Mike frowned but then agreed, “She is gonna be mad, I guess. She married a cop though, so she should be used to it.”
Mike put his shoes on in silence as Ginny watched, her arms crossed over her closed robe.
“You all right, Gin?” he said as he got up. “Listen, I’m sorry I have to go, but you know how it is. I’ll make it up to you.”
Ginny just nodded. There was much she couldn’t say. This was the life she’d chosen after all, the shackles that confined her. She had no right to blame Mike for naming her chains.
“Sure you will, Mike. I know,” she found herself saying, “I had a mother once, too.” She stopped, surprised at what had slipped through her teeth.

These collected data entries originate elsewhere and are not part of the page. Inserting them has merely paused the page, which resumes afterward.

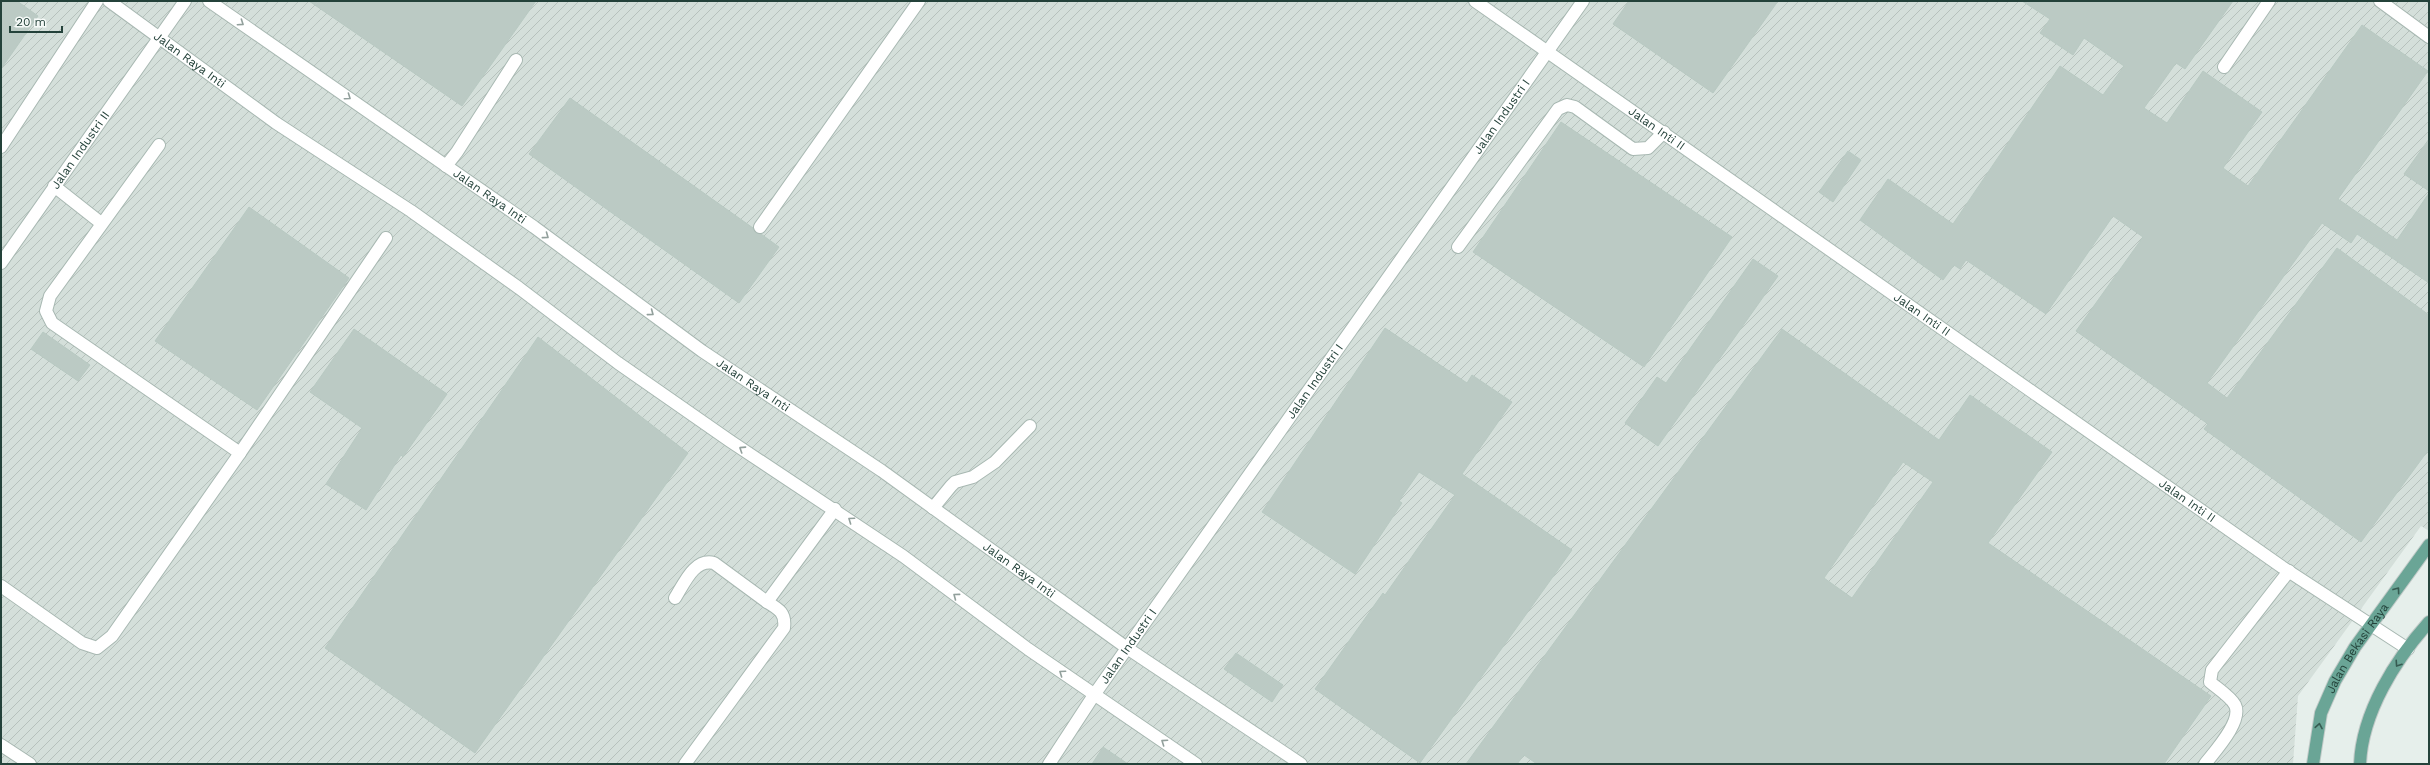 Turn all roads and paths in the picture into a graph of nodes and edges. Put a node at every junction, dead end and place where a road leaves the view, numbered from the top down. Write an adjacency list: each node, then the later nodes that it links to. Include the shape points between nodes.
1 (97, 1): 17 (street)
2 (109, 1): 11 (street, Jalan Raya Inti)
3 (185, 1): 11 (street, Jalan Industri II)
4 (209, 1): 18 (street, Jalan Raya Inti, one-way to 18)
5 (918, 1): 21 (street)
6 (1475, 1): 12 (street, Jalan Inti II)
7 (1583, 1): 12 (street, Jalan Industri I)
8 (2269, 1): 14 (street)
9 (2380, 1): 10 (street)
10 (2429, 36)
11 (158, 37): 19 (street, Jalan Industri II); 28 (street, Jalan Raya Inti, one-way to 11, via 724,437 618,363 411,211 276,123)
12 (1548, 52): 15 (street, Jalan Inti II); 36 (street, Jalan Industri I)
13 (516, 60): 18 (street)
14 (2224, 67)
15 (1664, 132): 23 (street, via 1648,148 1632,149 1575,107 1567,105 1558,109); 30 (street, Jalan Inti II)
16 (159, 145): 20 (street)
17 (1, 147)
18 (446, 166): 27 (street, Jalan Raya Inti, one-way to 27, via 534,227 702,351 829,434)
19 (54, 186): 20 (street); 24 (street, Jalan Industri II)
20 (101, 223): 26 (street, via 47,303 46,311 52,324)
21 (760, 227)
22 (386, 238): 26 (street)
23 (1458, 247)
24 (1, 263)
25 (1030, 426): 27 (street, via 995,462 974,477 955,482)
26 (240, 453): 31 (street, via 112,636 97,648 82,643)
27 (933, 508): 36 (street, Jalan Raya Inti)
28 (835, 509): 33 (street); 38 (street, Jalan Raya Inti, one-way to 28)
29 (2429, 545): 35 (main road, Jalan Bekasi Raya, one-way to 29)
30 (2288, 571): 35 (street, Jalan Inti II); 45 (street, via 2212,670 2210,682 2235,705 2237,715 2232,728)
31 (1, 586)
32 (675, 598): 33 (street, via 698,564 706,561 714,563)
33 (767, 602): 41 (street, via 781,610 785,619 784,628)
34 (2429, 622): 37 (main road)
35 (2370, 626): 37 (street, Jalan Inti II); 46 (main road, Jalan Bekasi Raya, one-way to 35, via 2321,713 2354,647)
36 (1127, 648): 38 (street, Jalan Industri I); 44 (street, Jalan Raya Inti)
37 (2408, 649): 47 (main road, one-way to 47, via 2391,675 2367,723)
38 (1094, 695): 42 (street, Jalan Industri I); 43 (street, Jalan Raya Inti, one-way to 38)
39 (1, 745): 40 (street)
40 (30, 764)
41 (685, 764)
42 (1049, 764)
43 (1196, 764)
44 (1301, 764)
45 (2205, 764)
46 (2313, 764)
47 (2360, 764)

“Oh, Gin,” Mike said in a guilty whisper. “I’m sorry. I didn’t think. I can be so damn stupid sometimes.” He stepped toward her. Ginny took a half step back before letting him hold her, her arms at her sides. “I’m sorry, Ginny. I know how you must miss her,” he said with sudden feeling. Puzzled that she didn’t hold him too, he tried holding her tighter, wishing he could make her pain go away. He knew about loss. He’d lost his whole family by the age of twelve, though not as she had. Hers was a voluntary loss, a casting aside, an abandonment by those she loved. That kind of loss might be even harder to stand, he figured. He’d been fortunate to be adopted by Tom and Mary those many years ago. Ginny, however, had no one. He felt her heart beating against his but this time it was more than just a muscle in a cage of bone. There were emotions now, coursing through them both in electric pathways long unused. Mike suddenly realized that he possessed the power to alter another’s heart. There was deep responsibility in that; the weight of another heart. It was a weight he’d long been unwilling to bear.
Ginny let herself be held. She could tell that he cared, that his concern was genuine. Even if it was misdirected, it was true emotion. She consoled herself with that and rested her hand on his shoulder. Maybe it was better this way, she thought. Why let the truth come between them when a fiction was so much more palatable. He cared. In his own way he cared and that was enough for now. It had to be.
“We’ll go to Tony Pastor’s,” Mike said. “That’ll brighten you up. I told you I’d make it up to you. Tomorrow. We can catch an early show. Okay?”
Ginny nodded and forced a smile.
“It’s a date then,” Mike said. He hoped this would help, but looking at Ginny he doubted it. “We’ll have fun.”
“Sure,” Ginny said with wary enthusiasm. “Sounds wonderful.” She had never gone out with a customer before, though she hadn’t thought of Mike precisely as a customer for some time. Mike gave her a kiss and pressed a twenty-dollar gold piece into her hand, at least double her usual rate.
“Tomorrow then,” he said. Ginny stood silently as Mike closed the door behind him. The gold in her hand was heavy. It weighed her down. Her shoulders bent and at last the heavy coin dropped to the floor, where it bounced and spun as if it might never stop.